▶ _TASK DIRECTIONS_:
Out of the lines below, please list those that hold the string "Grove".

▶ _GIVEN DATA_:
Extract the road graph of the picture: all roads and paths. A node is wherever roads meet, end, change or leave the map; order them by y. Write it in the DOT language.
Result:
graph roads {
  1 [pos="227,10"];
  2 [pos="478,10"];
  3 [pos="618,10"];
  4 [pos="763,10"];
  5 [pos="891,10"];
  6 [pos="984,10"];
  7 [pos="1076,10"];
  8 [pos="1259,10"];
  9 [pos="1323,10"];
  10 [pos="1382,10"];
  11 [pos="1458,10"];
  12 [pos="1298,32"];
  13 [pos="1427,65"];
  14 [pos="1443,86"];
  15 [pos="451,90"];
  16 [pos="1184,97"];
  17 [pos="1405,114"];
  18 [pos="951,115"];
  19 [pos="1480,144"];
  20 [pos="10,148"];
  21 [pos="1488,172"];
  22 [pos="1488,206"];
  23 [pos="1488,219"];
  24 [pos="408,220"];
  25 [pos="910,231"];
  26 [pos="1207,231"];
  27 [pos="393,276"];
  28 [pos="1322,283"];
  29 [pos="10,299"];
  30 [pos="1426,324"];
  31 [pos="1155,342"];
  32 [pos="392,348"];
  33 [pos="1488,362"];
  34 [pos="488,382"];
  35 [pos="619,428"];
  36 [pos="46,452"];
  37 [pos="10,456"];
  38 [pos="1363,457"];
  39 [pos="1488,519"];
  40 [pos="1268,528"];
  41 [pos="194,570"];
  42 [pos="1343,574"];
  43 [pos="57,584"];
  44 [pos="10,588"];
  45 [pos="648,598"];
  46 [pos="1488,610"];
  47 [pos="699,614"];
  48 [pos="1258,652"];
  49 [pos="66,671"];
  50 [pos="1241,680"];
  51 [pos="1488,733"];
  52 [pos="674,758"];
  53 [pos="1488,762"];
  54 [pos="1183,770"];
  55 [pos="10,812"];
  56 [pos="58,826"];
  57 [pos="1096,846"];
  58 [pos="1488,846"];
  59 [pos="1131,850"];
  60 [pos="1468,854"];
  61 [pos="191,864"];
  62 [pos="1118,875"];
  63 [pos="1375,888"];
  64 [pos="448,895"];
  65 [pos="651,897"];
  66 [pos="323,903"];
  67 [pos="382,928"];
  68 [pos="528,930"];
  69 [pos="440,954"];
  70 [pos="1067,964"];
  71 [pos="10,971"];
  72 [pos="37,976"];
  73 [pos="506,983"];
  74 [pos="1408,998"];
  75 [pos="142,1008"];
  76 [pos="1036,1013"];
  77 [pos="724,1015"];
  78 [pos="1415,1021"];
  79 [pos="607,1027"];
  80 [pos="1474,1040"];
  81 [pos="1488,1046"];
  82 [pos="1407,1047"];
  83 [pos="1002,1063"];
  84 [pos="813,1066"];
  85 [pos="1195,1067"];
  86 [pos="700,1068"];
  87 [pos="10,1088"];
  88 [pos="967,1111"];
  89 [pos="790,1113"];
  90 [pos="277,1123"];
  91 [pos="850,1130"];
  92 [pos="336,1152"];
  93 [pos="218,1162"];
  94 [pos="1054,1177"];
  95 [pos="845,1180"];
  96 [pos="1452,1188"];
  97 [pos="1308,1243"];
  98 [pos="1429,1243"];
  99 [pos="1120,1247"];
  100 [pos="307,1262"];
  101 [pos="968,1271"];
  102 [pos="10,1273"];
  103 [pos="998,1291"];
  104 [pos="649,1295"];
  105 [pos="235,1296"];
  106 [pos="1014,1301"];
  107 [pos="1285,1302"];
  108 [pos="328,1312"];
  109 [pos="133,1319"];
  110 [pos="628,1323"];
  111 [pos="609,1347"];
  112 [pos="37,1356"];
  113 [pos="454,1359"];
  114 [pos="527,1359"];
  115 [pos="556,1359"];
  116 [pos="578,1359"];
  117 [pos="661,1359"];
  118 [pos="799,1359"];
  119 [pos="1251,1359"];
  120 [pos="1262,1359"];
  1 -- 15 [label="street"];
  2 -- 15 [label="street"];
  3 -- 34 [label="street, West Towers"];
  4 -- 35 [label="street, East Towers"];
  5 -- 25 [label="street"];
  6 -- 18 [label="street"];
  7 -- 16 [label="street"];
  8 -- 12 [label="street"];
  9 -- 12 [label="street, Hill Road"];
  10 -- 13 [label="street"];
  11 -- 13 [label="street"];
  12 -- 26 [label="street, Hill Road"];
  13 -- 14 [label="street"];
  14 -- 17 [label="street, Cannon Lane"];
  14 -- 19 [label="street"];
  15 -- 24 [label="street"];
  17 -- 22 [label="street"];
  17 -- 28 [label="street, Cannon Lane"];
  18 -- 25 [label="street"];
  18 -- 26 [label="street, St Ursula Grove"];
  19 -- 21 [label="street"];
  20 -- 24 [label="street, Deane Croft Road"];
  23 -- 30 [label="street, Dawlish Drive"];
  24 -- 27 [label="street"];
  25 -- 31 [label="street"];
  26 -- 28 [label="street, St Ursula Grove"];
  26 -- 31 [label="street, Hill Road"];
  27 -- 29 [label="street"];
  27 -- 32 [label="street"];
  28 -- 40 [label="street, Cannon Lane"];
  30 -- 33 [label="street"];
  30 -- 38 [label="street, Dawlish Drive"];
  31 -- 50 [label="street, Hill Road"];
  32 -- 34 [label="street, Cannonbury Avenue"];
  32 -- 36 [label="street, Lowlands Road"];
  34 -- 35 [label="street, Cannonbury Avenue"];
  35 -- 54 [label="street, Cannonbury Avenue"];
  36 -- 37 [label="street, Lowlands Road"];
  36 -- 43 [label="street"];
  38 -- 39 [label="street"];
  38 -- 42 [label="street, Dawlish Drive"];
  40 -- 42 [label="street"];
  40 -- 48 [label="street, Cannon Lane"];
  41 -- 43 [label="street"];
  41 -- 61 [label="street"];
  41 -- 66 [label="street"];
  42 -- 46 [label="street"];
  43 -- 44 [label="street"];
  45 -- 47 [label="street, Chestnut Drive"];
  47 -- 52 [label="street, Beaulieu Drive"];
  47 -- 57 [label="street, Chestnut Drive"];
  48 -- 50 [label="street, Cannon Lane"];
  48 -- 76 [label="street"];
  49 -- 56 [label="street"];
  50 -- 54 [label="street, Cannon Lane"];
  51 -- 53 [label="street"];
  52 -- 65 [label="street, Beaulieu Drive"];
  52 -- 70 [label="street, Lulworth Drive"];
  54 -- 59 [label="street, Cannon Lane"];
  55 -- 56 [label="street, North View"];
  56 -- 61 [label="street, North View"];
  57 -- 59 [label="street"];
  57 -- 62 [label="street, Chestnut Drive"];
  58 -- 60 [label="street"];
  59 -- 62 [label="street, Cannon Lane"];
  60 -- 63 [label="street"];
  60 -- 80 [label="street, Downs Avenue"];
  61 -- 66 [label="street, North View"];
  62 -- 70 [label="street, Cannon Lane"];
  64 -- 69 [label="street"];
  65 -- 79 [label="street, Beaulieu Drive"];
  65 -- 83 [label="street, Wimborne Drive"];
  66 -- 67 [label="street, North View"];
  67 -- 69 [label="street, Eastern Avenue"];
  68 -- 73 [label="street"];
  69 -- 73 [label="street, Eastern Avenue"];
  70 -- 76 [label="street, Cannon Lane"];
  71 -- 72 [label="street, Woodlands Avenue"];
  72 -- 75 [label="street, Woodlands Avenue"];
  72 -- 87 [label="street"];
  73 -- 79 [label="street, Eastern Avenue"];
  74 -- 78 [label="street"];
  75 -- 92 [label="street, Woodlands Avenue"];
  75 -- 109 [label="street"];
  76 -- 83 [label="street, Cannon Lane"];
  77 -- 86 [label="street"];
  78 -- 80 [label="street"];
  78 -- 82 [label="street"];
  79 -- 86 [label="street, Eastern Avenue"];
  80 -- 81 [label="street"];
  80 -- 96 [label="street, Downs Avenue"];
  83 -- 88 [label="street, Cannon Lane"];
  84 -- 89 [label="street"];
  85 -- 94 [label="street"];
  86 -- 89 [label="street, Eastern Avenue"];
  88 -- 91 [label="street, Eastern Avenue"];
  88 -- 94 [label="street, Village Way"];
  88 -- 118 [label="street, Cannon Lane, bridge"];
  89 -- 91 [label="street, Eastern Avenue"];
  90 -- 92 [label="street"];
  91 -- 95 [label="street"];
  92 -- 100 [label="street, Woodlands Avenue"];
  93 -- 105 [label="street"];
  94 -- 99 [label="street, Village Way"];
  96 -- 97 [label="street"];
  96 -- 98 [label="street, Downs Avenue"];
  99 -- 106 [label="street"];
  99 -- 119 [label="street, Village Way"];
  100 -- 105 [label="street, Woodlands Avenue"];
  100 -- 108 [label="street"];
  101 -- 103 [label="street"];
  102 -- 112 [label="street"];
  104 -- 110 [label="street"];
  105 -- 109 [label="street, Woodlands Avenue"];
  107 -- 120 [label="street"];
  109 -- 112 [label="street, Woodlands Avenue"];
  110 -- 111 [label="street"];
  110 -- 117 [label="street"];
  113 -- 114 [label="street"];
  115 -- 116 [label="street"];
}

▶ _TASK RESULT_:
  18 -- 26 [label="street, St Ursula Grove"];
  26 -- 28 [label="street, St Ursula Grove"];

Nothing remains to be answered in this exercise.